Business intelligence models have been leading the way in technological innovation and efficiency for decades. The rapid rate at which data science software has been developing to meet consumer and provider needs has made keeping up with the latest trends in business intelligence a challenge.
Thankfully, TIBCO, an industry leader in data science software, provides consumers and providers with an informational hub on its website, in addition to low-cost software licensing. One of the most popular trends in business intelligence today is the effective use of business analytics.
What is Business Analytics?
An analytical model consists of three main components: descriptive analytics, predictive analytics, and prescriptive analytics. Descriptive analytics comb through large amounts of data to identify specific trends or patterns. Then, the data is presented in an easily digestible manner, usually via a dashboard. The data may take the form of a line graph or a pie chart. This process has allowed organization members who are not technologically proficient to interpret meaningful data easily.
Predictive analytics uses historical data, trends, and statistical methods like mathematic algorithms to determine possible outcomes and the likelihood of their occurrences, which brings us to the last step in this model. What is prescriptive analytics?
How Do Prescriptive Analytics Work?
Prescriptive analytics differ from other types of analytics because it focuses on actionable insight rather than monitoring or collecting data. Through the use of computer science and statistical algorithms, prescriptive analytics can determine the best course of action in a given scenario. This business process automation can help relieve some of the responsibilities that those in leadership roles face.

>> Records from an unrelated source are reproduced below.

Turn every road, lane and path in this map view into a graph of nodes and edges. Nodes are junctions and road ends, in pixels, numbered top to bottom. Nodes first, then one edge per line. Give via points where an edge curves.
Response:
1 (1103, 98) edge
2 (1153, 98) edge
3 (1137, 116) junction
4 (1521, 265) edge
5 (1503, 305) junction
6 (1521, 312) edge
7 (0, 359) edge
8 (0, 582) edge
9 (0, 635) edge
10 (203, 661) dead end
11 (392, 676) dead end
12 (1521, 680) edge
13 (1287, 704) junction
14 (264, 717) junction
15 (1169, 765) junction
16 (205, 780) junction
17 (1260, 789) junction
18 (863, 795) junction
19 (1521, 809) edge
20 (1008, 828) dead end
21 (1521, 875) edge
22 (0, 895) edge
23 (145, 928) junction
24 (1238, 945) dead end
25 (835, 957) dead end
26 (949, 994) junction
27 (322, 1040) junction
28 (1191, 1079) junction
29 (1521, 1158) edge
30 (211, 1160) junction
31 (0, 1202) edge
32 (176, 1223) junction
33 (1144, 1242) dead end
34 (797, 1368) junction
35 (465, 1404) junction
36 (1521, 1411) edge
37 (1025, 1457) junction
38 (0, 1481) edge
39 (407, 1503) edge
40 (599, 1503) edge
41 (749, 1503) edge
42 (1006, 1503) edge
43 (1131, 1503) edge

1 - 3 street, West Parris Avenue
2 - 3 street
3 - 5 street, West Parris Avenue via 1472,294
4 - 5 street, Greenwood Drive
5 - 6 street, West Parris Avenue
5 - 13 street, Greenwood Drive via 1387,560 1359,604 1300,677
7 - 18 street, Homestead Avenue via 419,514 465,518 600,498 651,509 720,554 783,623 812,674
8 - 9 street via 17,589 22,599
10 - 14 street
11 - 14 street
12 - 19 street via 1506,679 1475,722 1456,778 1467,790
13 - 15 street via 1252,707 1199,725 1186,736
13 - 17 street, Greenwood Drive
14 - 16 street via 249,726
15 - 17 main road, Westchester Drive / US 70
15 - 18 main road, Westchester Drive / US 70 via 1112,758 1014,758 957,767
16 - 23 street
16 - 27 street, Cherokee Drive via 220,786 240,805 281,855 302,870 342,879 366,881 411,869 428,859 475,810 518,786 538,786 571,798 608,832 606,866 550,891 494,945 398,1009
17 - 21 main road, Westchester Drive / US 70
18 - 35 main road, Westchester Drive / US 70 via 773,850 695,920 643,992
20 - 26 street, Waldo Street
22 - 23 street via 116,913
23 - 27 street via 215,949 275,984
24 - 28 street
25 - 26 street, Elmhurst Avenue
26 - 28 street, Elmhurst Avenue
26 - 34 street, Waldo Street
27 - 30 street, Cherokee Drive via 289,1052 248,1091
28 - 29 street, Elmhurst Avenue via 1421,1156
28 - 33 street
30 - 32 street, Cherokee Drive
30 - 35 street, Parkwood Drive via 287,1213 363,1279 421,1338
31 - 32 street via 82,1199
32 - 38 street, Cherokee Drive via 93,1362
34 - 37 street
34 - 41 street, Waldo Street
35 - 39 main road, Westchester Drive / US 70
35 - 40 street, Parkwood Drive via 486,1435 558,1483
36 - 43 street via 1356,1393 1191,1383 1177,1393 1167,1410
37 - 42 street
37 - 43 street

Prescriptive analytics has the ability to consider all facets of relevant data without bias, therefore, drawing the most accurate conclusions. Turning an organization towards a data-driven decision-making process rather than relying on gut instinct and prior personal experiences eliminates room for human error.
What Types of Businesses Benefit From Prescriptive Analytics?
Both small and enterprise-level businesses can enjoy the benefits of a complete analytical model. A comprehensive analytical model consists of all three cohorts of business analytics: descriptive, predictive, and prescriptive. The prescriptive analytic solution can be described as a complete, effective use of business analytics. In companies that experience constant fluctuations, such as the oil industry, analytics tools can help keep track of the ever-changing environmental conditions, supply chain data, economic impacts, and more.
Virtually any business model can benefit from a prescriptive model because, in a decision-making process, one of the most important aspects is the ability to visualize future outcomes. Prescriptive analytics technology considers decision options and makes specific recommendations based on the particular goals of an organization.
Business strategy plays a vital role in every company. If you are trying to determine whether your organization’s prescriptive approach has room for improvement, consider your prior experiences. Suppose your company has been subjected to avoidable errors arising out of human error or lack of adequate data management processes in the past. In that case, a prescriptive model could likely facilitate better decisions.
The implication of each decision option is often difficult to measure. This statement stands especially true in business environments that experience regular fluctuation. The intricacy of data is often overlooked due to the streamlined processes that business intelligence technology has facilitated. The best way for any organization to utilize big data is through business analytics.
Additionally, the best way to use business analytics is by completing the cycle with a prescriptive model. By reviewing a simulation of possible events and the likelihood of the same, an organization can make informed decisions based solely on hard facts derived from the careful parsing of big data.